Stored data:
-*-*-

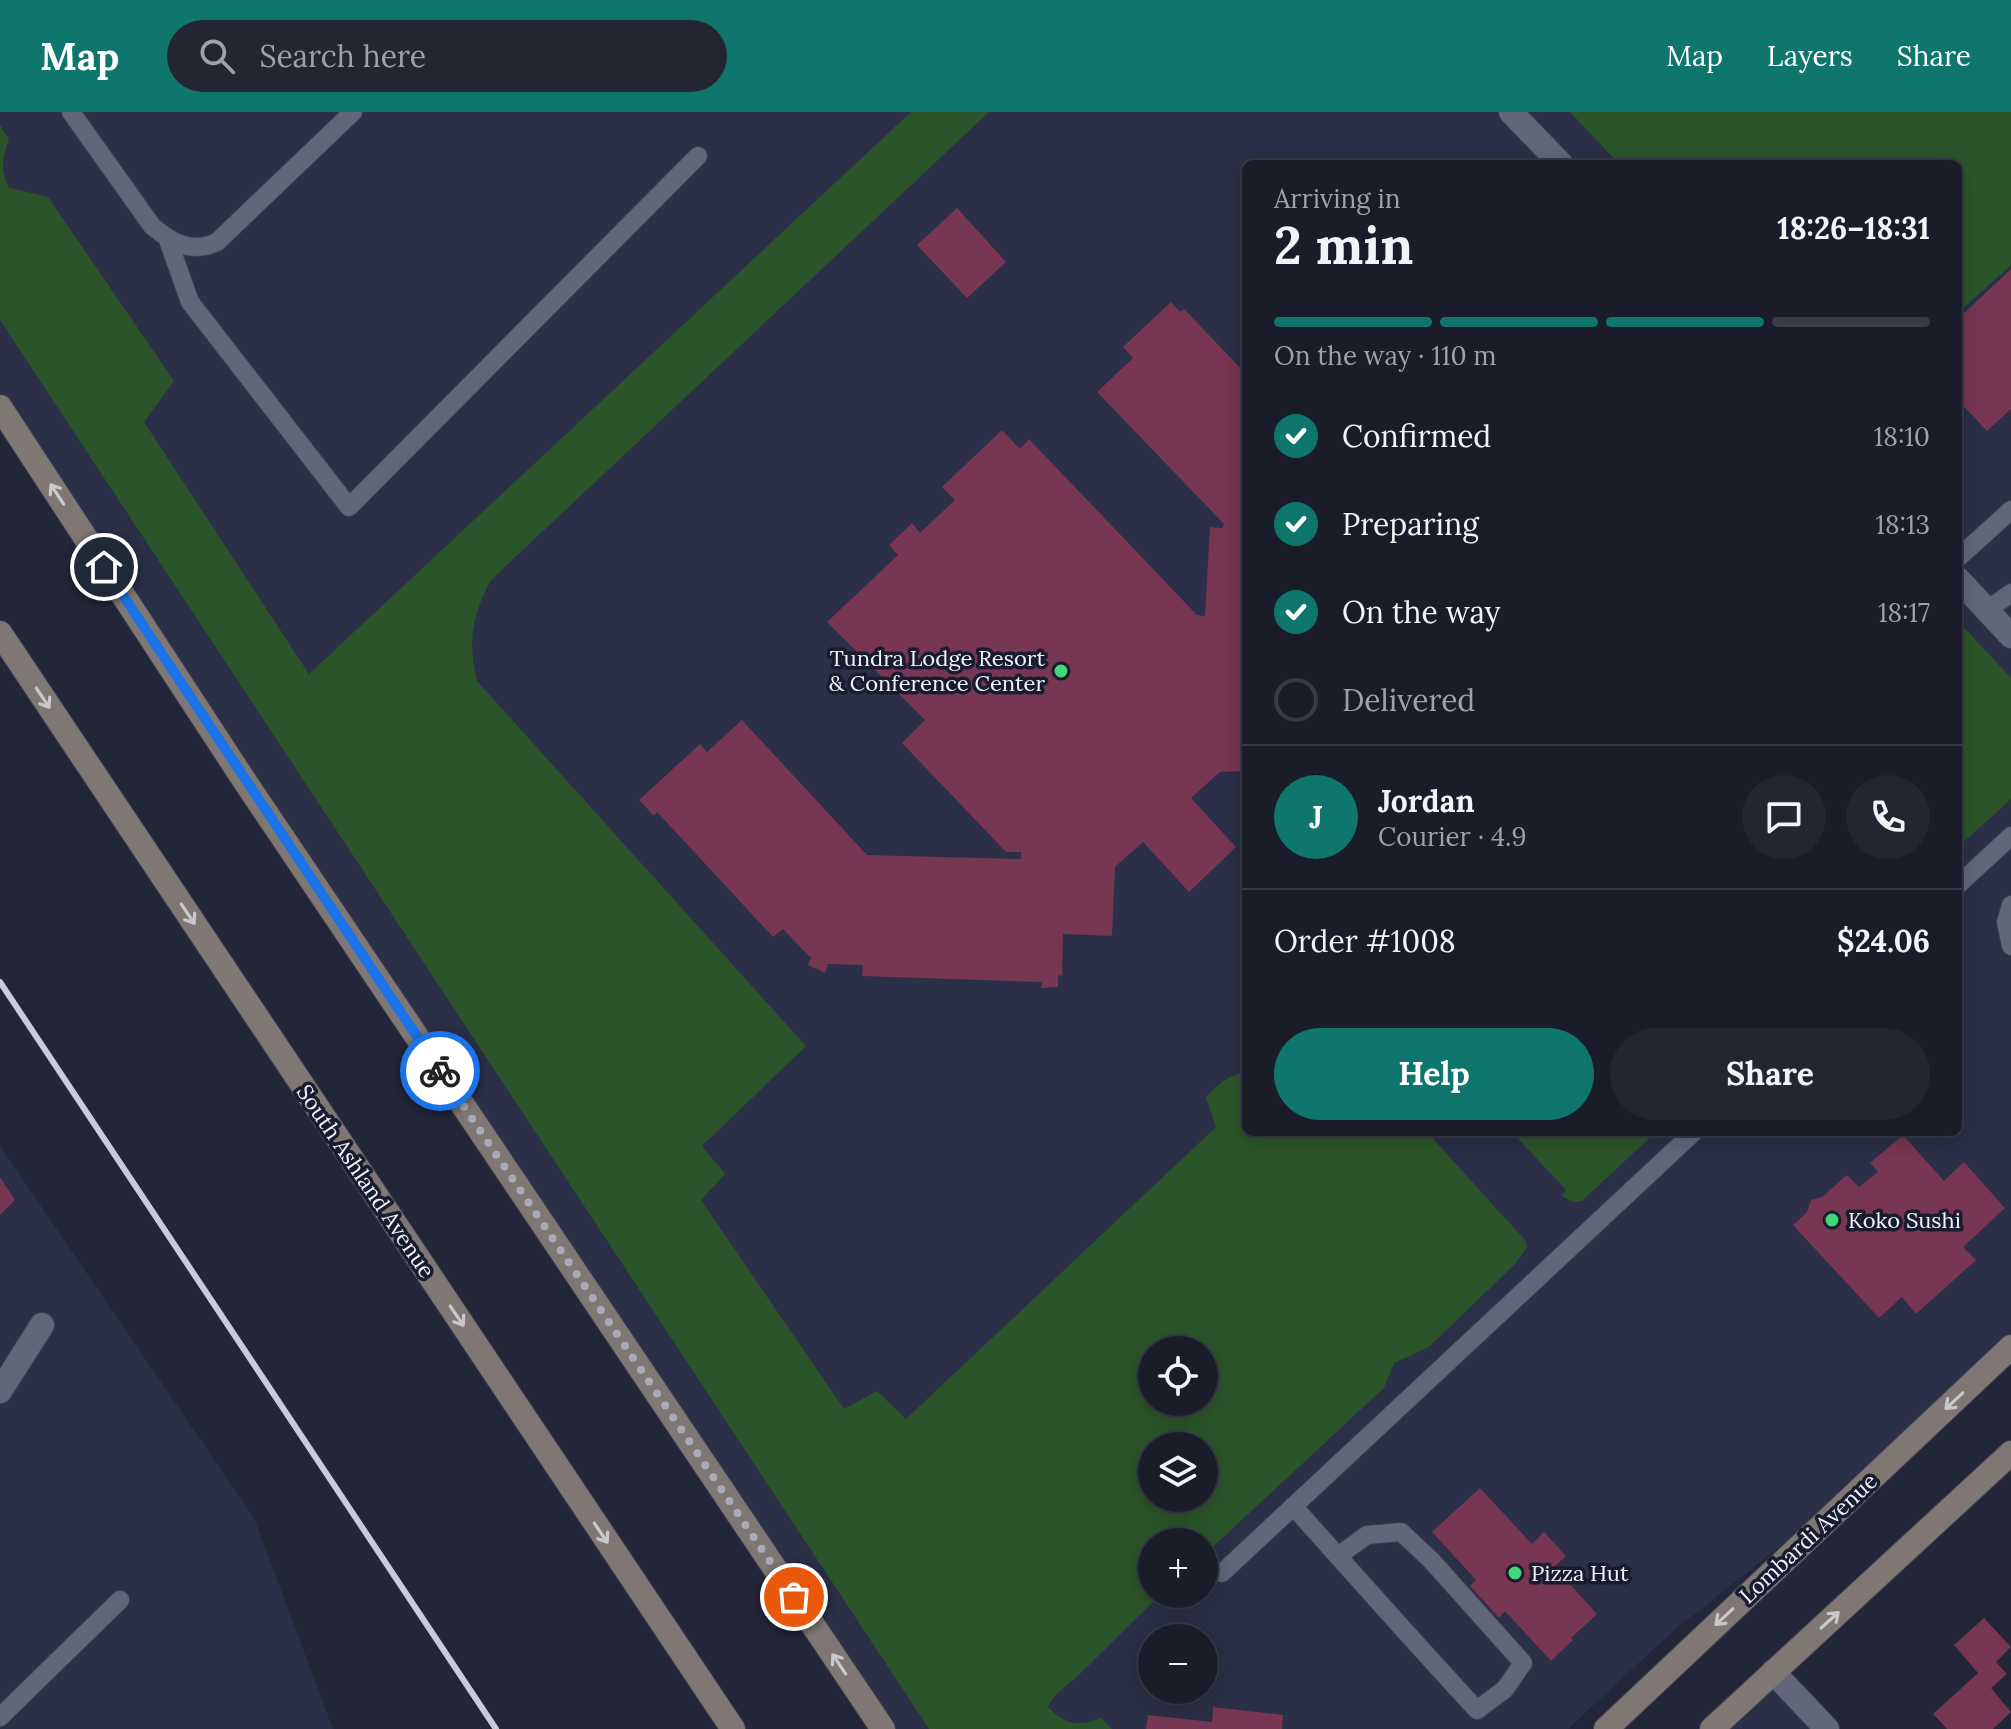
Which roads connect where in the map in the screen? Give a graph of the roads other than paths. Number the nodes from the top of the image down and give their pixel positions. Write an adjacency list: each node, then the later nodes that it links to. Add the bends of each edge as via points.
1 (71, 112): 6 (lane, via 152,226)
2 (353, 112): 6 (lane, via 217,242 203,249)
3 (1511, 112): 5 (street)
4 (698, 156): 6 (lane, via 349,507 190,302)
5 (1557, 160)
6 (168, 240)
7 (0, 407): 33 (main road, one-way to 7, via 253,793)
8 (2011, 510): 9 (lane)
9 (1962, 554)
10 (1962, 583): 12 (street)
11 (2011, 593): 12 (lane)
12 (1987, 610): 14 (street)
13 (0, 633): 29 (main road, South Ashland Avenue, one-way to 29)
14 (2011, 636)
15 (2011, 836): 16 (lane)
16 (1962, 881)
17 (2011, 905): 18 (lane, via 2006,922)
18 (2011, 946)
19 (1690, 1136): 24 (lane)
20 (42, 1325): 22 (street)
21 (2011, 1347): 34 (main road, Lombardi Avenue, one-way to 34)
22 (0, 1391)
23 (2011, 1453): 28 (main road, one-way to 23)
24 (1293, 1506): 25 (lane); 26 (lane)
25 (1338, 1556): 25 (lane, via 1477,1710 1505,1689 1523,1663 1401,1532 1367,1535)
26 (1222, 1573)
27 (120, 1600): 30 (lane)
28 (1773, 1672): 35 (main road); 36 (street)
29 (696, 1674): 31 (main road, South Ashland Avenue); 32 (main road)
30 (0, 1717)
31 (733, 1729)
32 (751, 1729)
33 (883, 1729)
34 (1606, 1729)
35 (1712, 1729)
36 (1827, 1729)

-*-*-

[Task description] Print every record exactly, without the pictures.

[The completed task]
Which roads connect where in the map in the screen? Give a graph of the roads other than paths. Number the nodes from the top of the image down and give their pixel positions. Write an adjacency list: each node, then the later nodes that it links to. Add the bends of each edge as via points.
1 (71, 112): 6 (lane, via 152,226)
2 (353, 112): 6 (lane, via 217,242 203,249)
3 (1511, 112): 5 (street)
4 (698, 156): 6 (lane, via 349,507 190,302)
5 (1557, 160)
6 (168, 240)
7 (0, 407): 33 (main road, one-way to 7, via 253,793)
8 (2011, 510): 9 (lane)
9 (1962, 554)
10 (1962, 583): 12 (street)
11 (2011, 593): 12 (lane)
12 (1987, 610): 14 (street)
13 (0, 633): 29 (main road, South Ashland Avenue, one-way to 29)
14 (2011, 636)
15 (2011, 836): 16 (lane)
16 (1962, 881)
17 (2011, 905): 18 (lane, via 2006,922)
18 (2011, 946)
19 (1690, 1136): 24 (lane)
20 (42, 1325): 22 (street)
21 (2011, 1347): 34 (main road, Lombardi Avenue, one-way to 34)
22 (0, 1391)
23 (2011, 1453): 28 (main road, one-way to 23)
24 (1293, 1506): 25 (lane); 26 (lane)
25 (1338, 1556): 25 (lane, via 1477,1710 1505,1689 1523,1663 1401,1532 1367,1535)
26 (1222, 1573)
27 (120, 1600): 30 (lane)
28 (1773, 1672): 35 (main road); 36 (street)
29 (696, 1674): 31 (main road, South Ashland Avenue); 32 (main road)
30 (0, 1717)
31 (733, 1729)
32 (751, 1729)
33 (883, 1729)
34 (1606, 1729)
35 (1712, 1729)
36 (1827, 1729)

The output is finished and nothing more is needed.